Consider data generated from the following model \[ y_i = \sin(\alpha\pi x^3) + z_i, \;\;\; \text{with} \;\;\; z_i \sim ~ \text{N}(0, \sigma^2) \] for \(i = 1, \dots, n\). Below we simulate some data from this model, with \(\alpha = 4\), \(\sigma = 0.2\) and \(n = 200\):

set.seed(998)
nobs <- 200 
x <- runif(nobs)
y <- sin(4*pi*x^3) + rnorm(nobs, 0, 0.2)
plot(x, y)

Now, suppose that we want to model this data using a kernel regression smoother (KRS). That is, we want to estimate the conditional expectation \(\mu(x)=\mathbb{E}(y|x)\) using \[ \hat{\mu}(x) = \frac{\sum_{i=1}^n\kappa_\lambda(x, x_i)y_i}{\sum_{i=1}^n\kappa_\lambda(x, x_i)} \] where \(\kappa\) is a kernel with bandwidth \(\lambda > 0\). The function below computes this estimator by adopting a Gaussian kernel with variance \(\lambda^2\):

meanKRS <- function(y, x, x0, lam){

 n <- length(x)
 n0 <- length(x0)
 
 out <- numeric(n0)
 for(ii in 1:n0){
  out[ii] <- sum( dnorm(x, x0[ii], lam) * y ) / sum( dnorm(x, x0[ii], lam) )   
 }
 
 return( out )
}

We now use it to produce two fits, obtained using different values of \(\lambda\):

xseq <- seq(0, 1, length.out = 1000)
muSmoothLarge <- meanKRS(y = y, x = x, x0 = xseq, lam = 0.06)
muSmoothSmall <- meanKRS(y = y, x = x, x0 = xseq, lam = 0.02)
plot(x, y, col = "grey")
lines(xseq, muSmoothLarge, col = 2)
lines(xseq, muSmoothSmall, col = 4)

Q1a start: Produce a C version of meanKRS and compare its computational performance with that of the R version above. You will need the function

dnorm(double, double, double, int);

which is defined in the Rmath.h header. Its arguments are the same as those of the dnorm function in R (see ?dnorm) Q1a end.
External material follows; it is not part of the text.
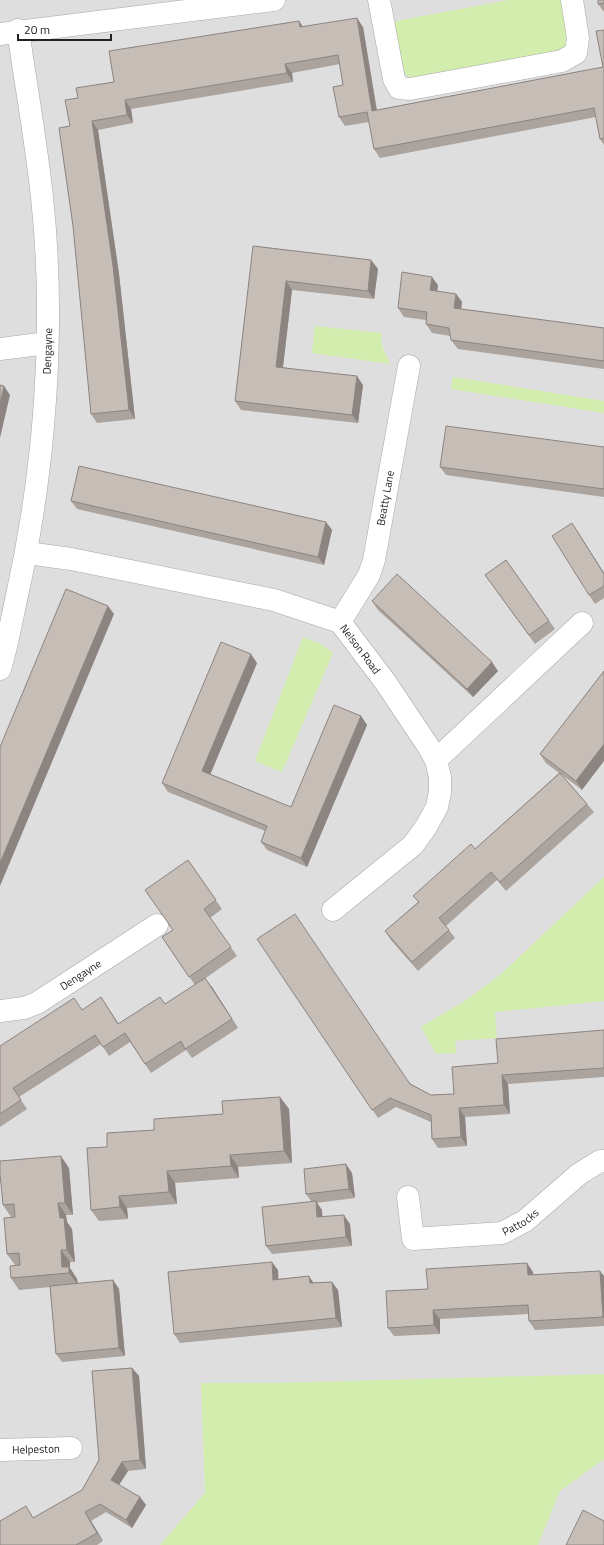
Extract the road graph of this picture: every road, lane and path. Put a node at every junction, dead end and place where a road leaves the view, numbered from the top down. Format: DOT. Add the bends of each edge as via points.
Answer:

Q1b start (Optional) In practice, we don’t want to select \(\lambda\) manually and using \(k\)-fold cross validation is generally preferable. Hence, create a cross-validation routine for selecting \(\lambda\), implement it in C and compare its computing time with its R version. Are the gains in performance comparable to those that you got by implementing meanKRS in C? Q1b start

From the plot above, it should be clear that no single value of \(\lambda\) will lead to a satisfactory fit. The basic problem is that the true \(\mu(x)\) is smooth for \(x < 0.5\) and quite wiggly for \(x > 0.5\), hence setting \(\lambda\) to a high (low) value will produce a good fit in the first (second) interval and a bad fit in the second (first). To solve this issue, we should really let the smoothness depend on \(x\), that is we need to \(\lambda = \lambda(x)\). A simple way of doing this is the following:

fit the KRS model as before with some fixed value of \(\lambda\);
let the residuals from the first model be \(r_1, \dots, r_n\);
estimate their expected absolute value \(v(x)=\mathbb{E}(|r||x)\) using another KRS model with the same \(\lambda\);
let the resulting estimates be \(\hat{v}(x_1), \dots, \hat{v}(x_n)\);
fit another KRS model to the original data using: \[ \hat{\mu}(x) = \frac{\sum_{i=1}^n\kappa_{\lambda_i}(x, x_i)y_i}{\sum_{i=1}^n\kappa_{\lambda_i}(x, x_i)} \] where \(\lambda_i = \lambda \tilde{w}_i\) with \(\tilde{w}_i = n w_i / \sum_{i=1}^n w_i\) (so that the weights sum to \(n\)) and \(w_i = 1/\hat{v}(x_i)\).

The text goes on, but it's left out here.